§ **How to complete this task**:
If a line below includes the string "other", copy it.

--------------------

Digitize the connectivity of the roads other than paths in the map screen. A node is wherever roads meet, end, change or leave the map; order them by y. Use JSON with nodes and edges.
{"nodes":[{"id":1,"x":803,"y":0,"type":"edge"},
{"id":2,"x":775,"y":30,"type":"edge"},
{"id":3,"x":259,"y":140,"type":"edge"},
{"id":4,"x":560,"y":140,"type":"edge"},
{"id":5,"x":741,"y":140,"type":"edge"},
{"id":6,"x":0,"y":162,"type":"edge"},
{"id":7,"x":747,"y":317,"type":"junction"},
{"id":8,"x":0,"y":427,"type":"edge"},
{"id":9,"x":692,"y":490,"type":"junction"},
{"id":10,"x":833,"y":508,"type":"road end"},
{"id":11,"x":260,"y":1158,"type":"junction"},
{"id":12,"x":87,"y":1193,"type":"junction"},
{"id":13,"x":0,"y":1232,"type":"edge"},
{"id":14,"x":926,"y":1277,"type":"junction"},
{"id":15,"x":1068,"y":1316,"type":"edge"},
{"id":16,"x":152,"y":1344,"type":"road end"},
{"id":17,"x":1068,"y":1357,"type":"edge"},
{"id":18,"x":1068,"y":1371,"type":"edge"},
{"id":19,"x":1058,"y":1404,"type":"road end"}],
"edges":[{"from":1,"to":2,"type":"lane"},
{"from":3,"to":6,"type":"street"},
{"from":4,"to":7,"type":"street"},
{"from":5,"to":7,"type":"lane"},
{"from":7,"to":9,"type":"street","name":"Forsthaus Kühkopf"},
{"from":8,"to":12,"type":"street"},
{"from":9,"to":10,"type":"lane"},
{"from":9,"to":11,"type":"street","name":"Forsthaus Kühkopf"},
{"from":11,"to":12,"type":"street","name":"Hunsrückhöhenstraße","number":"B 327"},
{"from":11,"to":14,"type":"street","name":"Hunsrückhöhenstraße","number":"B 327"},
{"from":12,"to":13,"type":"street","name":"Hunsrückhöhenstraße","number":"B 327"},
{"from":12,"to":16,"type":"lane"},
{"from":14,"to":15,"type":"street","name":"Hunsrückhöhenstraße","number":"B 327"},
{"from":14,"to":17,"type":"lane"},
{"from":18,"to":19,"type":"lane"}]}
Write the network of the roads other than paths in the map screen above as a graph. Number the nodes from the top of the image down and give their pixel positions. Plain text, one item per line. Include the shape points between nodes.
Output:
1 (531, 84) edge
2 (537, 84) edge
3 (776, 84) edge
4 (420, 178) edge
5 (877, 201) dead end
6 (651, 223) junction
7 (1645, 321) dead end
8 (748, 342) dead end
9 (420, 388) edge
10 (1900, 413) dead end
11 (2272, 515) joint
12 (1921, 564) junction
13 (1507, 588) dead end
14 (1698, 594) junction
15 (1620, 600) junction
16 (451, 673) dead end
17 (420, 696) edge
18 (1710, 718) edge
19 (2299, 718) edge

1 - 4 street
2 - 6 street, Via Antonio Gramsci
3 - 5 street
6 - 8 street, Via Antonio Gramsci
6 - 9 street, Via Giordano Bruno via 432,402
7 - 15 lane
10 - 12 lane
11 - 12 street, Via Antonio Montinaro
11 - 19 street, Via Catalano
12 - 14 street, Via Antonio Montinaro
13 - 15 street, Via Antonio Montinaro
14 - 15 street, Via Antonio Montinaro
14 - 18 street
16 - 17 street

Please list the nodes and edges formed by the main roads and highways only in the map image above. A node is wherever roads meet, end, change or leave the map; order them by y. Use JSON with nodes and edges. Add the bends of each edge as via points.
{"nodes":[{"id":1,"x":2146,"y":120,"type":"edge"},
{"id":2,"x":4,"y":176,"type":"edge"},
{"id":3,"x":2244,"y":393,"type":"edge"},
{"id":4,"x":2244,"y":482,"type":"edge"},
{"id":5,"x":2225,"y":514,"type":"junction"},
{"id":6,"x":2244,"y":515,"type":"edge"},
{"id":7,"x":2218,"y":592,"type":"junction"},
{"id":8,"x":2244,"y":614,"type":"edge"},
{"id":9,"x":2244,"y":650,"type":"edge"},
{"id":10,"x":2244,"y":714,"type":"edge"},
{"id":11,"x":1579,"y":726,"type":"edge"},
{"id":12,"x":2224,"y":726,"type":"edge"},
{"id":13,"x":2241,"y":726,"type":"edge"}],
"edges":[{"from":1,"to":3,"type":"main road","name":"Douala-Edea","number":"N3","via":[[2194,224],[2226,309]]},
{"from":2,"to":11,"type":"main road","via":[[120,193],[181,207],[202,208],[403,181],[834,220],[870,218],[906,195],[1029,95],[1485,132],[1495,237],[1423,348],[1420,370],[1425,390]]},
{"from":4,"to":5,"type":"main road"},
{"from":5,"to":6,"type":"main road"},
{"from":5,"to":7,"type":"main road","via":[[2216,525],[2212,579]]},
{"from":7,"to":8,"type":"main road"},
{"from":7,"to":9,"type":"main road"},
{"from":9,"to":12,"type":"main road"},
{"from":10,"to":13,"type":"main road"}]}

--------------------

§ **Exercise result**:
Digitize the connectivity of the roads other than paths in the map screen. A node is wherever roads meet, end, change or leave the map; order them by y. Use JSON with nodes and edges.
Write the network of the roads other than paths in the map screen above as a graph. Number the nodes from the top of the image down and give their pixel positions. Plain text, one item per line. Include the shape points between nodes.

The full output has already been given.